Data: 2010-09-13 13:49:59
Autor: J.F.
Z cylku: czyja wina?
Użytkownik "Krzysiek Niemkiewicz" <mojeinicjały[at]post.pl> napisał w wiadomości news:4c8e0440$1news.home.net.pl...
Jest ulica, dwa pasy w każdą stronę, na prawym pasie stoi auto na awaryjnych (żeby nie było - uzasadnienie, ma trójkąt, zmienia koło). Tym pasem jedzie sobie dostawczak. Kierowca ocenia sytuację - sąsiednim pasem jedzie sznurek aut, ale jak lekko przyspieszy to zmieści się przed sznurek na lewy pas. Za dostawczym jedzie niczego nie spodziewający się samochód, który, gdy tylko dostawczak przed nim zjedzie na lewy pas, dostrzega przed sobą przeszkodę, której nie ma jak ominąć a na hamowanie za późno :(
Na rozsądek wina braku wyobraźni kierowcy dostawczaka, ale jak to prawo i policja oceni?

Jakiego k* dostawczaka ?
Jechales, z nadmierna predkoscia :-P,  z nieprzepisowym odstepem - a teraz winnych szukasz ?

J.

Data: 2010-09-13 14:22:28
Autor: Krzysiek Niemkiewicz
Z cylku: czyja wina?
J.F. napisał:
Jechales, z nadmierna predkoscia :-P,  z nieprzepisowym odstepem - a teraz winnych szukasz ?

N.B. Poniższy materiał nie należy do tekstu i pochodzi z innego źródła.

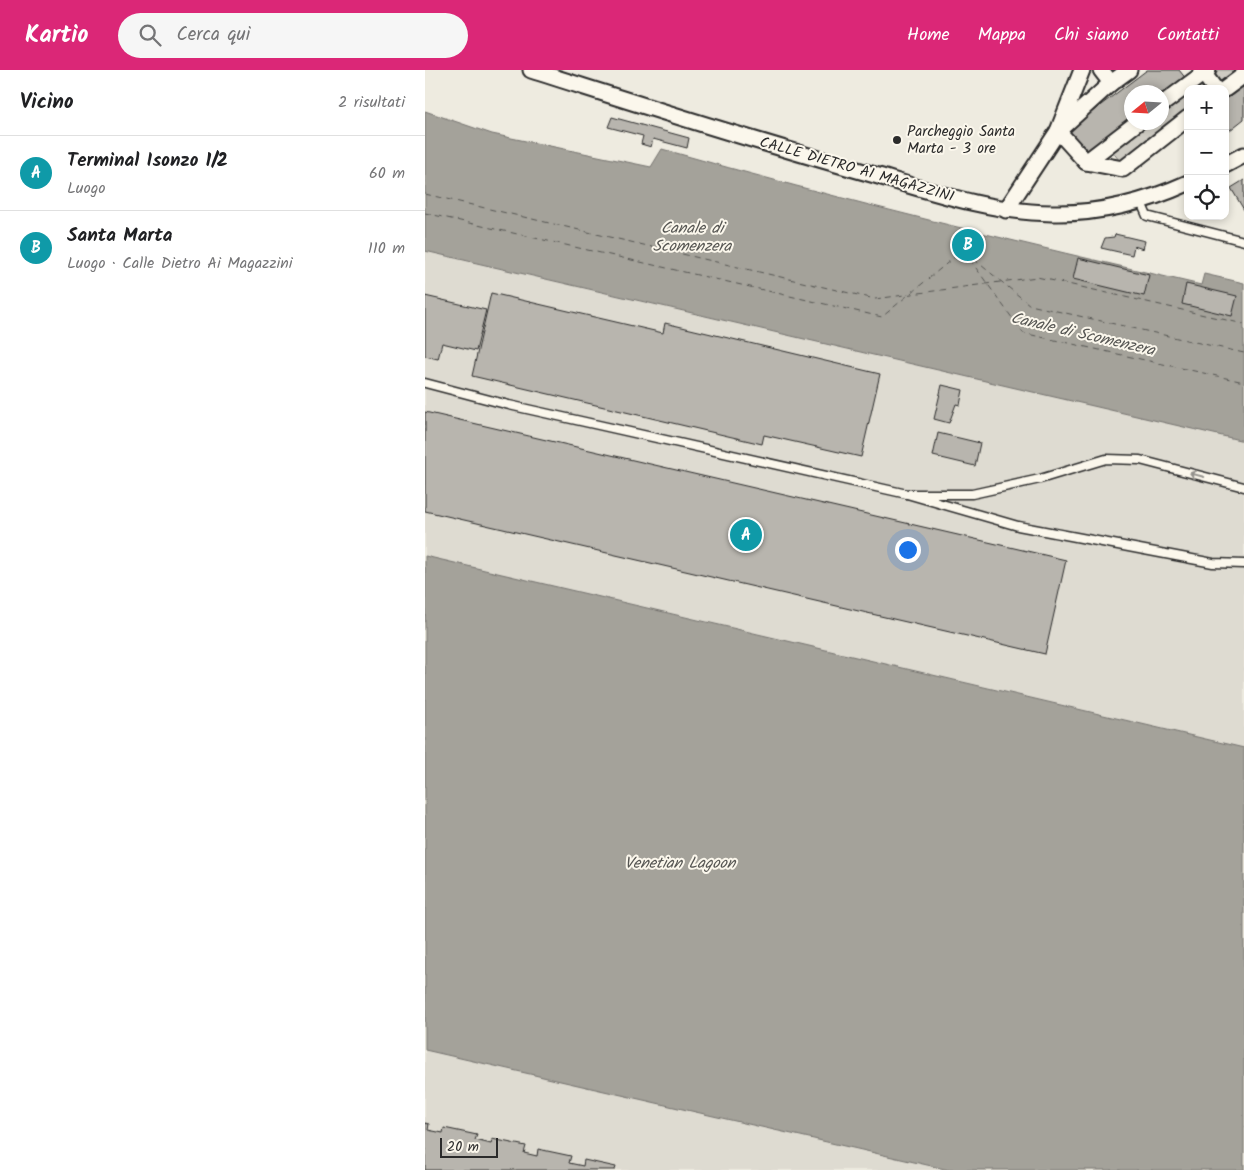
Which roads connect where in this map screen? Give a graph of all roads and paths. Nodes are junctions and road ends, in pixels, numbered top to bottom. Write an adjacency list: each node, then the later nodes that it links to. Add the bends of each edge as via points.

Jakbyś nie wyciął pierwszego zdania, to byś wiedział, że sytuacja hipotetyczna, więc nie brałem w niej udziału ;)
Ale wyjaśnię - prędkość dozwolona, 50km/h wystarczy żeby było ciepło. A odstęp... na własnie - "Kierujący pojazdem jest obowiązany (...) utrzymywać odstęp niezbędny do uniknięcia zderzenia w razie hamowania lub zatrzymania się poprzedzającego pojazdu." - czy błędem jest założenie, że pojazd przede mną nie może stanąć "dęba" ? Bo jeśli zgodnie z przepisami odstęp ma wynosić co najmniej tyle, ile wynosi droga hamowania do zera, to 99% kierowców ten przepis, na szczęście, łamie, w przeciwnym wypadku życzę powodzenia w poruszaniu się po mieście...


--
Krzysiek Niemkiewicz - inicjały[at]post.pl
-- -- - -- -- - -- -- -- -- -- -- -- - -- -- --
MATKA SIEDZI Z TYŁU - TAK POWIEDZIAŁ!

Data: 2010-09-13 14:34:29
Autor: Cavallino
Z cylku: czyja wina?
Użytkownik "Krzysiek Niemkiewicz" <mojeinicjały[at]post.pl> napisał w wiadomości news:

Ale wyjaśnię - prędkość dozwolona, 50km/h wystarczy żeby było ciepło. A odstęp... na własnie - "Kierujący pojazdem jest obowiązany (...) utrzymywać odstęp niezbędny do uniknięcia zderzenia w razie hamowania lub zatrzymania się poprzedzającego pojazdu." - czy błędem jest założenie, że pojazd przede mną nie może stanąć "dęba" ?

Jest błędem.
Niestety - nie da się go nie popełniać, zwłaszcza w mieście, bo za duży odstęp=ktoś Ci w niego wjedzie.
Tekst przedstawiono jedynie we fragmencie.